Only the count is needed. Count the lines below with the word "Avenue" in them.

▶ [DATA SHOWN]
=== Begin Enclosure ===

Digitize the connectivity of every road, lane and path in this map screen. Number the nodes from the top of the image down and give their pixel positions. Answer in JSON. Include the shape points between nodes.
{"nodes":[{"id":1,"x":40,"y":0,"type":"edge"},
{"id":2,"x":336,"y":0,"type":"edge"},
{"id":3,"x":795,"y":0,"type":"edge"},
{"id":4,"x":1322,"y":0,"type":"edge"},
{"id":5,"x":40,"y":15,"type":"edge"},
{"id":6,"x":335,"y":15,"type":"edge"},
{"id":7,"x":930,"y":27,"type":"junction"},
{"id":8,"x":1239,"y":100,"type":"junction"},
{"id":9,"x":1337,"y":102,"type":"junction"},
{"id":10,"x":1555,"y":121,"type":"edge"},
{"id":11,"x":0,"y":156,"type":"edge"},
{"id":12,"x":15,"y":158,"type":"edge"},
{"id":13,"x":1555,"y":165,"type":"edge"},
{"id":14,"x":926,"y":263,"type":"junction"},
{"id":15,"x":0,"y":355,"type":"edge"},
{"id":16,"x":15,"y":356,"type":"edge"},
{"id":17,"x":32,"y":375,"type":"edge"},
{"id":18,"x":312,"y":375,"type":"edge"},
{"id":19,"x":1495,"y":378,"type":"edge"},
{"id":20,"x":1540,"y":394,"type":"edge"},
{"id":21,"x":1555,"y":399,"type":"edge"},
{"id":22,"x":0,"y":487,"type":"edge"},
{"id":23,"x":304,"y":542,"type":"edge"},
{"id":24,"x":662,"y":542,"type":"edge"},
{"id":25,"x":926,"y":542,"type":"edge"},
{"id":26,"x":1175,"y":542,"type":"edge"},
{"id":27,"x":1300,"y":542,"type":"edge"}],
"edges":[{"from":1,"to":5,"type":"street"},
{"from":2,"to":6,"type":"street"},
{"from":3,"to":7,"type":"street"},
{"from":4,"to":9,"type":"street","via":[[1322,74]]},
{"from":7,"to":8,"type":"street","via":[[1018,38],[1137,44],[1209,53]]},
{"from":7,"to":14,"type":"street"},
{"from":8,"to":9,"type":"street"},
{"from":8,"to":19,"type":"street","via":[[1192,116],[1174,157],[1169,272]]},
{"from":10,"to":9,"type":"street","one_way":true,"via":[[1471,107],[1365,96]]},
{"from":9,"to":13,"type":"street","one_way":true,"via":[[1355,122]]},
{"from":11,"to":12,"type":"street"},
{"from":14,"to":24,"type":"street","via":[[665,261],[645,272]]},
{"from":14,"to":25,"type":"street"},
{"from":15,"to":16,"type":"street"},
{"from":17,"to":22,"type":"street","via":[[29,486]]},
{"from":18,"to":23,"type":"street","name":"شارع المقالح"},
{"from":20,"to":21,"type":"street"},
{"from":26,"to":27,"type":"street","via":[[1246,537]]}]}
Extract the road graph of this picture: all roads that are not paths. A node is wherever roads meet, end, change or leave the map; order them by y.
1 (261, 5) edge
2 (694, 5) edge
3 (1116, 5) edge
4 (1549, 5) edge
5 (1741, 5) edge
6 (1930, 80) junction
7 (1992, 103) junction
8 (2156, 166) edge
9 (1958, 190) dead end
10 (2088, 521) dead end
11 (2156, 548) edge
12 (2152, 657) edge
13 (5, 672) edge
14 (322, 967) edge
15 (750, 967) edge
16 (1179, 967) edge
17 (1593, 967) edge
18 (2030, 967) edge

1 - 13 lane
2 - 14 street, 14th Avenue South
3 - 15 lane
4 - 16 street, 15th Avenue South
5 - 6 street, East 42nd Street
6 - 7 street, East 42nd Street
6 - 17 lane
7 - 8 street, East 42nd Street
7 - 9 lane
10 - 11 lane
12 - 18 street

=== End Enclosure ===

▶ [SOLUTION FOR THIS TASK]
2